Para ello, advirtió que el daño no estaba acreditado, en el dictamen pericial rendido se aseguró que al momento de practicar la experticia el inmueble estaba reconstruido, el taller de mecánica no estaba registrado en la Cámara de Comercio del Cauca, los demandantes carecían de facturas u otros elementos para acreditar la existencia y destrucción de la maquinaria del taller, tampoco
había soporte del contrato de arrendamiento referido en la demanda, igualmente fue imposible conseguir soporte de los contratos de trabajo de los empleados del taller, así como de sus afiliaciones al Sistema de Seguridad Social Integral. 5.1. El a quo precisó que en las certificaciones del Comandante del Departamento de Policía del Cauca, del Alcalde municipal de Bolívar, Personero y Secretario de Planeación no aparece registrado el inmueble de Franquil Burbano. Adicionalmente, los testimonios ordenados para acreditar el daño no fueron practicados por la inasistencia de los testigos y de la apoderada de la parte demandante. 5.2. En esa línea, el Tribunal aseguró que en el sub lite no se demostraron los elementos estructurales de la responsabilidad, carga que correspondía a la parte actora, por tanto lo procedente era negarle las pretensiones.
III. SEGUNDA INSTANCIA
1. RECURSO DE APELACIÓN
6. Inconforme con la decisión de primera instancia, la parte demandante interpuso recurso de apelación (fls. 135 a 141, c. ppal 2), pues a su juicio estaba suficientemente acreditado, según los certificados de la Secretaria de Gobierno Municipal, el Personero Municipal y el Alcalde Municipal, así como el peritaje rendido en la primera instancia, que en el ataque guerrillero al municipio de Bolívar quedaron destruidos el inmueble y el taller descritos en la demanda, por lo que los demandantes fueron afectados tal como se expuso al inicio del proceso.

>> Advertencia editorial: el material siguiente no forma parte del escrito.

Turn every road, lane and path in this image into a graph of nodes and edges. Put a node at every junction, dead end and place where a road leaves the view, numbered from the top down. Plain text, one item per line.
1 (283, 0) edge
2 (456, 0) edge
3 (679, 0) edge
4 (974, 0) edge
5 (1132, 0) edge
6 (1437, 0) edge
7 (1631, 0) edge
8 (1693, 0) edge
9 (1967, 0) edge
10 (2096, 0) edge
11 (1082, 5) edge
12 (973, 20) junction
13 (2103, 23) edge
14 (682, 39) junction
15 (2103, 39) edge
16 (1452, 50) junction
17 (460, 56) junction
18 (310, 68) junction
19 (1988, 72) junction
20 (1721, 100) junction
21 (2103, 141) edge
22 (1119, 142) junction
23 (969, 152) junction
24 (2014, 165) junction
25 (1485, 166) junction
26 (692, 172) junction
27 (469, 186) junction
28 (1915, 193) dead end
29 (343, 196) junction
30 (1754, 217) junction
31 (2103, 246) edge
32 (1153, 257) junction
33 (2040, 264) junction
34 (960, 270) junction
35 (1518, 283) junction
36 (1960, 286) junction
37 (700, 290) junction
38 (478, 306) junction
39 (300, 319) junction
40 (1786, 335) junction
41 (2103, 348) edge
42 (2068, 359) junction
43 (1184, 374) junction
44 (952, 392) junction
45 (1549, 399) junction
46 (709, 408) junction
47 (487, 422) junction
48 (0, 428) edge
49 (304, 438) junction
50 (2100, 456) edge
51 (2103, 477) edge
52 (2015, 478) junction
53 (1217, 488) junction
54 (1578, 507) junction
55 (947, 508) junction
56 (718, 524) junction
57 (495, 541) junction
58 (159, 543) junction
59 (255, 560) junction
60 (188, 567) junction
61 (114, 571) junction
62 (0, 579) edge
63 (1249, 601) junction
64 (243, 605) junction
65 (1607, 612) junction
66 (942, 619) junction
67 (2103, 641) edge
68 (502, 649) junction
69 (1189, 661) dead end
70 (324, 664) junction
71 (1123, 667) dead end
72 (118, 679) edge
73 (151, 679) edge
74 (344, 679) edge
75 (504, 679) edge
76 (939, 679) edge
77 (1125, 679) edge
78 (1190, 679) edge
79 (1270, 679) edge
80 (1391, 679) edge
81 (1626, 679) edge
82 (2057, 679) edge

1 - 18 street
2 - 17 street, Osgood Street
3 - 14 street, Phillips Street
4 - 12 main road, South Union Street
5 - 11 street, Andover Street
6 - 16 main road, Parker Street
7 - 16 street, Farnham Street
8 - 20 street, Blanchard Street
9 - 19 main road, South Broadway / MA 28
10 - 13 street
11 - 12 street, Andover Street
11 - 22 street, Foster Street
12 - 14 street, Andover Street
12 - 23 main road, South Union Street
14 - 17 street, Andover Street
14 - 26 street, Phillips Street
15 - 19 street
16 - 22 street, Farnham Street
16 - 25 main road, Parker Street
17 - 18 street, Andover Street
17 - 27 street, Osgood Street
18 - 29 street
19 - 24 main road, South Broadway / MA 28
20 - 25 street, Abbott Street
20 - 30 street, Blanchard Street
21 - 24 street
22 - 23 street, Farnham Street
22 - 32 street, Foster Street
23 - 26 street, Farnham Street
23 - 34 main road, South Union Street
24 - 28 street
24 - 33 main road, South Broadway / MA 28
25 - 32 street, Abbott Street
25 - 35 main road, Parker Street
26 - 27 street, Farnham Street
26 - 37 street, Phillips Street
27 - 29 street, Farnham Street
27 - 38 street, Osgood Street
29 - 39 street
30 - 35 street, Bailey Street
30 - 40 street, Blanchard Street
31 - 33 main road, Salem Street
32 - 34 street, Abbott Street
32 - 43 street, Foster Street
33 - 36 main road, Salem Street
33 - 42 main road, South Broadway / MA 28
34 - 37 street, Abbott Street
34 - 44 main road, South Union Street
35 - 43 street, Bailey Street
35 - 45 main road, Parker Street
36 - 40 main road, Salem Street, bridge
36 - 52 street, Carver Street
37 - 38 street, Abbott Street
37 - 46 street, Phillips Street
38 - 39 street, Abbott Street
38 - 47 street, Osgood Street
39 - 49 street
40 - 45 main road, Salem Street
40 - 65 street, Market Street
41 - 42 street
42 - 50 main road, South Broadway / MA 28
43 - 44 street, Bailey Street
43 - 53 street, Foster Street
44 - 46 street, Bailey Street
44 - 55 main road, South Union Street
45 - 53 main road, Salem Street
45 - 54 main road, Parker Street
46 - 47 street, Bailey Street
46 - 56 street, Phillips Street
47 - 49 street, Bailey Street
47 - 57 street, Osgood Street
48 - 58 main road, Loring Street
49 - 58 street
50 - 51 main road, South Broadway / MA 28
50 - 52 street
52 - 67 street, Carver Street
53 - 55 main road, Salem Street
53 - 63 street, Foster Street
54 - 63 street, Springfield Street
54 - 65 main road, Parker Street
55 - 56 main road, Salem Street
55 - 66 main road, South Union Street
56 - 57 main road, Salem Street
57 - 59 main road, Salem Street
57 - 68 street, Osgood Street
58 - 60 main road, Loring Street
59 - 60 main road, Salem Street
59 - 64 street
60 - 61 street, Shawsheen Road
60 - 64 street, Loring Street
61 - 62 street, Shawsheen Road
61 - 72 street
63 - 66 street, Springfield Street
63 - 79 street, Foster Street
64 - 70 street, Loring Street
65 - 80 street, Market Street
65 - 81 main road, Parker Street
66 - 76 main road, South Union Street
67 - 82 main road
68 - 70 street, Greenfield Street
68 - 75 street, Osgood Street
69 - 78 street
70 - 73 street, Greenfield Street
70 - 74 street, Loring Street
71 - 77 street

2. ALEGATOS EN SEGUNDA INSTANCIA
7. La Nación-Ministerio de Defensa Nacional-Policía Nacional (fls. 166 a 168, c.
ppal 2) aseguró que en el plenario no obraban pruebas que permitieran sostener que existía el deber de indemnizar a los demandantes.

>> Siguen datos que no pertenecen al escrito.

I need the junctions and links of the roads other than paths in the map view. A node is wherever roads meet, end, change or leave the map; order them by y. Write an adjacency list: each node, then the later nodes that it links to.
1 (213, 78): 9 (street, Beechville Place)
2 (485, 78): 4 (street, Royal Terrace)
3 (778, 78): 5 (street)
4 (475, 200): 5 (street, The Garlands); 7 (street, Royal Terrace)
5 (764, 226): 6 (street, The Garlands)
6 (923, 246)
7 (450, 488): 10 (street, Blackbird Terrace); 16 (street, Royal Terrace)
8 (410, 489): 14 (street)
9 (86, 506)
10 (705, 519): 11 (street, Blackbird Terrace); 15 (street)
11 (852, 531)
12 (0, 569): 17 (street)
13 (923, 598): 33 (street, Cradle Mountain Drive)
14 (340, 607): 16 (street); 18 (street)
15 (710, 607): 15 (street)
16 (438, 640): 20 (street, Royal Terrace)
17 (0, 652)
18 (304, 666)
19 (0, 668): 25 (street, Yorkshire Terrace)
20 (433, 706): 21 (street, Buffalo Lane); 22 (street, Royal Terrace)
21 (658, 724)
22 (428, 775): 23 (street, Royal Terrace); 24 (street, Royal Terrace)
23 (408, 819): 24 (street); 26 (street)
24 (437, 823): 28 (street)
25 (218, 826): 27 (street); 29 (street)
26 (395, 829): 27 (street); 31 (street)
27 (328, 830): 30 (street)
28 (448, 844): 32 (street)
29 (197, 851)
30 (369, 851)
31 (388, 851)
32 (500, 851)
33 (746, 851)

8. El Ministerio Público (fls. 177 a 183 rev, c. ppal 2) advirtió que el acervo probatorio es insuficiente para acreditar la existencia del daño reclamado, analizado en conjunto impide sostener con certeza que el inmueble del señor Franquil Burbano fue destruido o afectado por el ataque guerrillero. Así, solicitó se confirmara la sentencia apelada1.

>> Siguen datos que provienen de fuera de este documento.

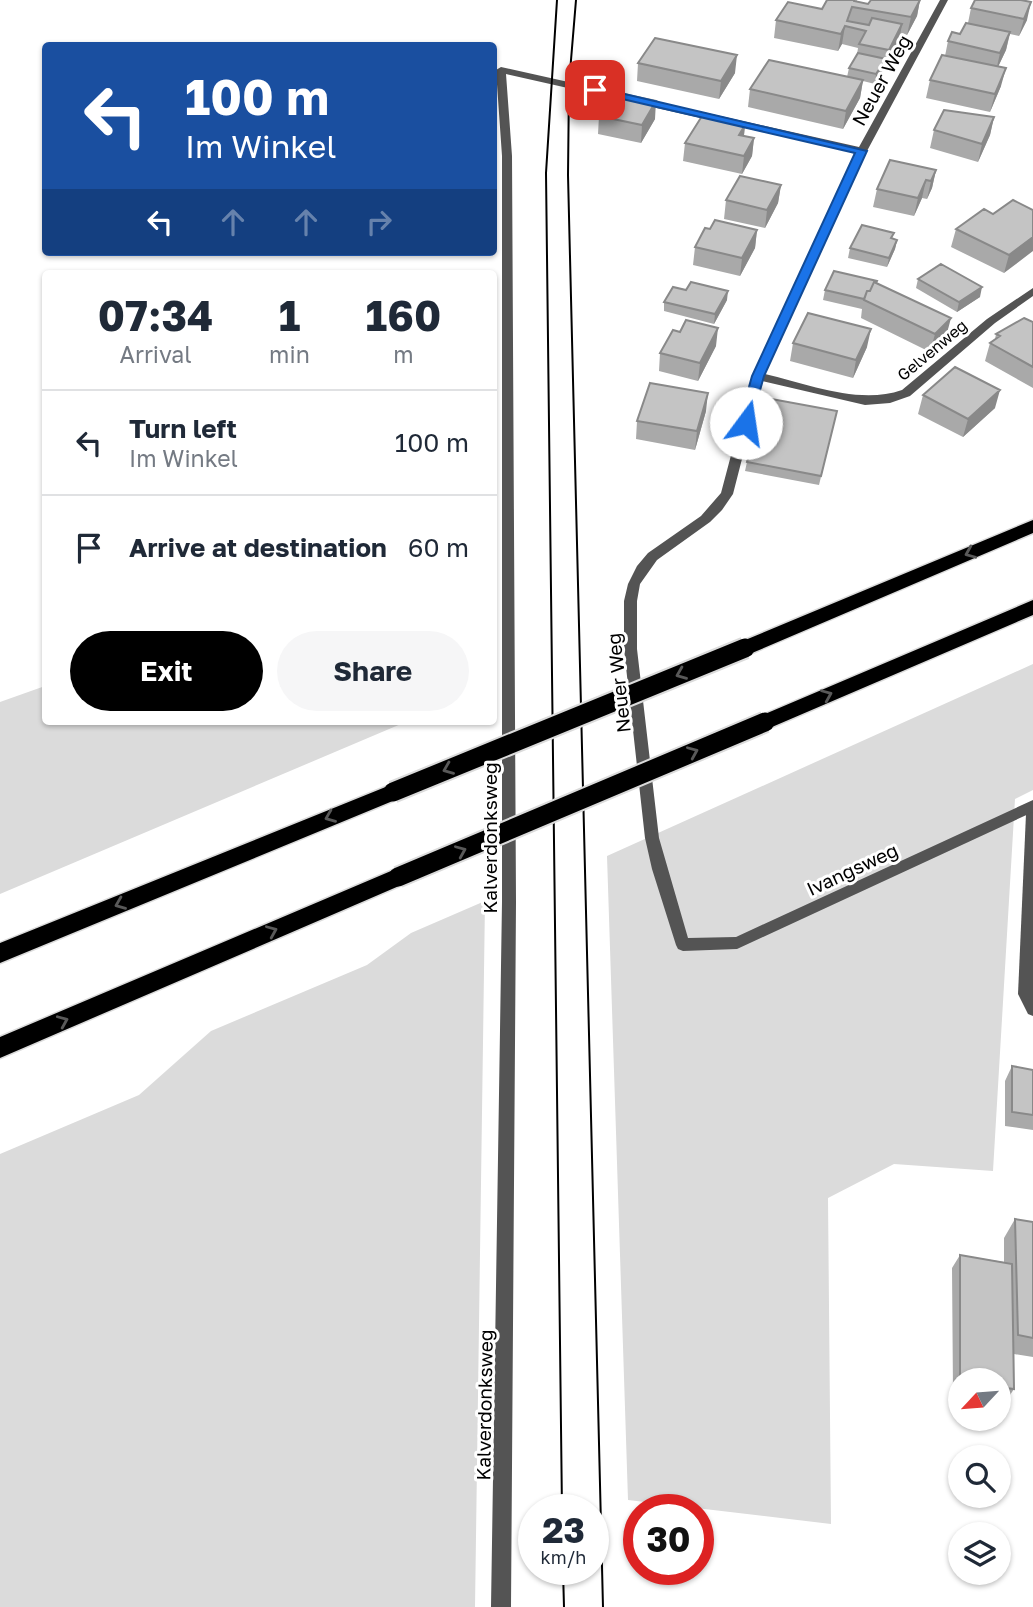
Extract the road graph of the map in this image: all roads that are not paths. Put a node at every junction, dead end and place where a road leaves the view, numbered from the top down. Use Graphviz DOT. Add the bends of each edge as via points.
graph roads {
  1 [pos="944,0"];
  2 [pos="862,151"];
  3 [pos="1033,291"];
  4 [pos="758,376"];
  5 [pos="1033,526"];
  6 [pos="1033,607"];
  7 [pos="1033,806"];
  8 [pos="1033,814"];
  9 [pos="683,945"];
  10 [pos="0,953"];
  11 [pos="1033,1009"];
  12 [pos="0,1048"];
  13 [pos="501,1607"];
  1 -- 2 [label="street, Neuer Weg"];
  2 -- 4 [label="street, Neuer Weg"];
  2 -- 13 [label="street, Kalverdonksweg" via="501,70 507,156 509,902"];
  3 -- 4 [label="street, Gelvenweg" via="906,393 886,400 864,401"];
  4 -- 9 [label="street, Neuer Weg" via="719,509 660,548 633,585 629,624 655,856"];
  5 -- 10 [label="highway, one-way, bridge"];
  12 -- 6 [label="highway, one-way, bridge"];
  7 -- 9 [label="street, Ivangsweg" via="737,943"];
  8 -- 11 [label="street" via="1026,994"];
}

IV. CONSIDERACIONES DE LA SALA
1. PRESUPUESTOS PROCESALES 1.1. Jurisdicción, competencia y acción procedente
9. Como dentro de la controversia está una entidad pública, la Nación (artículos 82 y 149 del Código Contencioso Administrativo), el conocimiento de la misma corresponde a esta jurisdicción, siendo esta Corporación la competente para conocer del presente asunto, toda vez que el artículo 129 del Código Contencioso 1 La parte demandante guardó silencio durante esta etapa procesal.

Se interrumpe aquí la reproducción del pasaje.